The significance level was set at 5% (p < 0.050), and the
analyses were performed using SPSS version 27.0 program.
Results
A total of 155 patients were included, and 9 were excluded due to
cardiac conditions, resulting in 146 patients. The main demographic and
clinical characteristics of the patients are presented in Table 1. The
median age was 7 months, with 64.4% (94) being infants, and 51.4% (75)

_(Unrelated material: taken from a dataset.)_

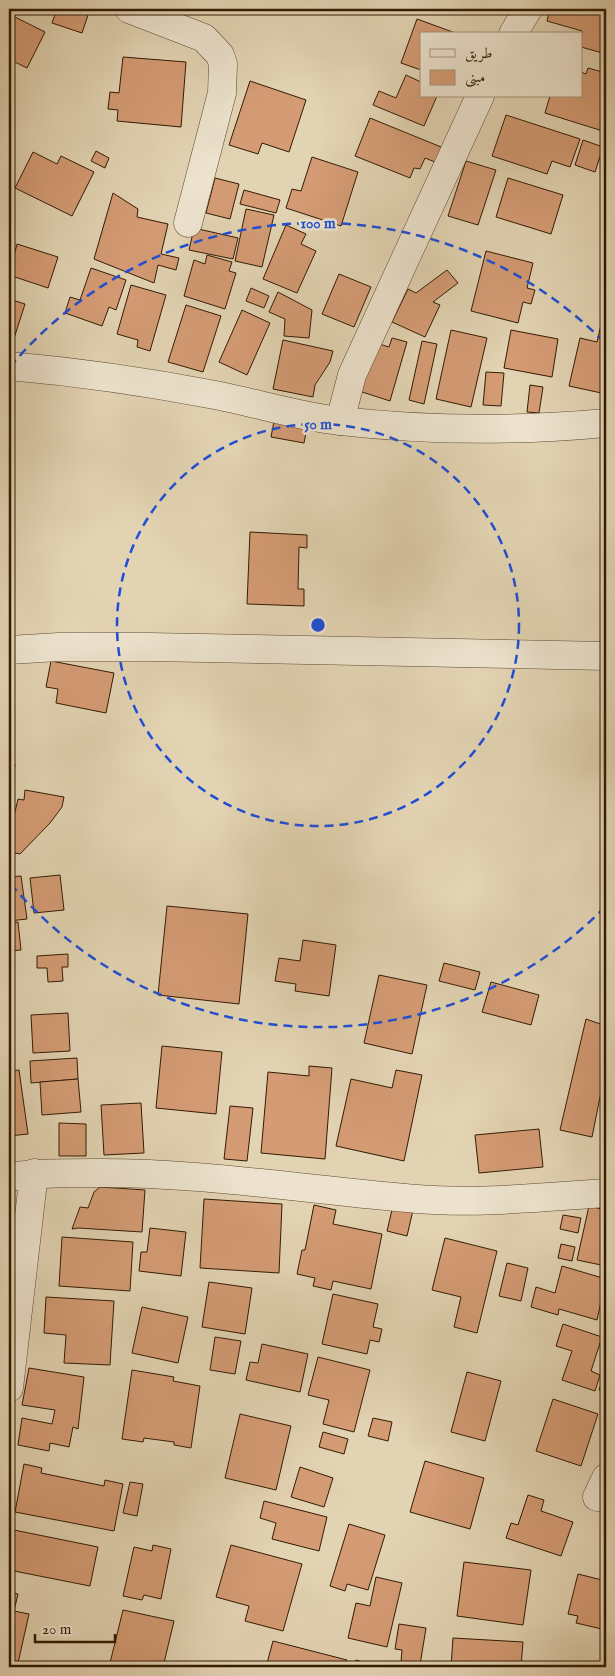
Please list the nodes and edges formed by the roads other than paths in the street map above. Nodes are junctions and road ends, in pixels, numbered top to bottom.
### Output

female. Of the patients studied, 66.4% (97) were classified as having
complex chronic diseases, and the main reasons for hospitalization were
bronchiolitis, pneumonia, and sepsis.
Regarding the evaluation of the right ventricle through isolated
echocardiographic parameters, it was observed that 24% (35) had TAPSE
alterations, 14% (20) had altered S’ wave, and 10.7% (15) had a RV/LV
ratio below 1. By grouping all patients who had any of these
alterations, it was found that 38.5% (55) of them presented right
ventricle dysfunction.
The majority of children with RV dysfunction were infants (60% - 33
patients). The median age in the group with altered TAPSE was 36 months,
compared to 5 months in those with normal TAPSE (p < 0.05).
In 38% (56) of the patients, it was possible to obtain measurements of
pulmonary mechanics, which were assessed as part of the routine care
when requested by the medical team.The echocardiographic parameters of
this patient population were analyzed, and no significant differences
were found between the groups classified as with or without RV
dysfunction (Table 4).
It was observed that PSAP was altered in 44% of clinically shocked
patients compared to 22% of non-shocked patients (p 0.012).

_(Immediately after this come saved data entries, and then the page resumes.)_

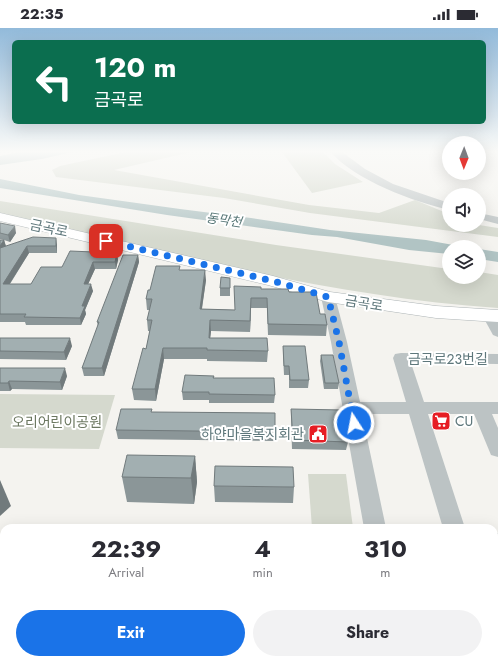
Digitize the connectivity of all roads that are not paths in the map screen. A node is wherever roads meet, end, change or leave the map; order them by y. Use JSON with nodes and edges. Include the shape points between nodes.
{"nodes":[{"id":1,"x":380,"y":182,"type":"edge"},
{"id":2,"x":442,"y":205,"type":"edge"},
{"id":3,"x":0,"y":217,"type":"edge"},
{"id":4,"x":486,"y":218,"type":"edge"},
{"id":5,"x":498,"y":221,"type":"edge"},
{"id":6,"x":328,"y":297,"type":"junction"},
{"id":7,"x":493,"y":316,"type":"edge"},
{"id":8,"x":498,"y":332,"type":"edge"},
{"id":9,"x":498,"y":359,"type":"edge"},
{"id":10,"x":352,"y":408,"type":"junction"},
{"id":11,"x":417,"y":408,"type":"junction"},
{"id":12,"x":489,"y":408,"type":"edge"},
{"id":13,"x":498,"y":450,"type":"edge"},
{"id":14,"x":374,"y":524,"type":"edge"},
{"id":15,"x":453,"y":524,"type":"edge"}],
"edges":[{"from":1,"to":2,"type":"street"},
{"from":3,"to":6,"type":"main road","name":"금곡로","via":[[273,281]]},
{"from":4,"to":5,"type":"street"},
{"from":6,"to":7,"type":"main road","name":"금곡로","via":[[414,309]]},
{"from":6,"to":10,"type":"street"},
{"from":7,"to":8,"type":"street"},
{"from":9,"to":11,"type":"street","name":"금곡로23번길","via":[[401,358]]},
{"from":10,"to":11,"type":"street"},
{"from":10,"to":14,"type":"street"},
{"from":11,"to":12,"type":"street"},
{"from":11,"to":15,"type":"street","name":"금곡로23번길"},
{"from":12,"to":13,"type":"street"}]}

Patients with RV dysfunction had a higher median lactate level (1.74 vs.
1.3; p = 0.015) and a higher VIS score (7.5 vs. 3; p = 0.048), but
without statistically significant differences in mortality.
Echocardiographic parameters were compared among groups of patients with
obstructive lung disease, compliance issues, or without lung disease.
TAPSE had higher averages in patients with compliance issues, with p
< 0.001 (Table 2).
Correlations between echocardiographic parameters of the RV and
pulmonary ventilation parameters were identified, showing a weak
positive correlation of peak pressure with the RV/LV ratio (0.305).
TAPSE showed a moderate negative correlation with resistance and
autoPEEP measurements. S’ wave showed a negative correlation with
resistance (Table 3).
The mean cardiac index (CI) found was 3.8 ± 1.43, with 15% of the
evaluated patients having CI values below 2.5 L/min/m². The frequency of
RV dysfunction was higher in patients with altered CI (65% compared to
36% of patients with classified as normal CI - p0.029). Patients with
altered cardiac index had a mean TAPSE of 1.26 ± 0.49, with 50% having
values below -2SD for age (p 0.014). The S’ wave was also more altered
in the group with CI below 2.5 L/min/m², representing 40% of the total,
with p 0.002.
When evaluating ventilatory and pulmonary mechanical parameters between
groups with or without altered cardiac output, no significant
differences were observed (Table 4).
There was a weak positive correlation between TAPSE, S’ wave, and
autoPEEP with cardiac index (0.171 [p 0.048]; 0.221 [p 0.001];
and 0.289 [p 0.044], respectively) (Table 3).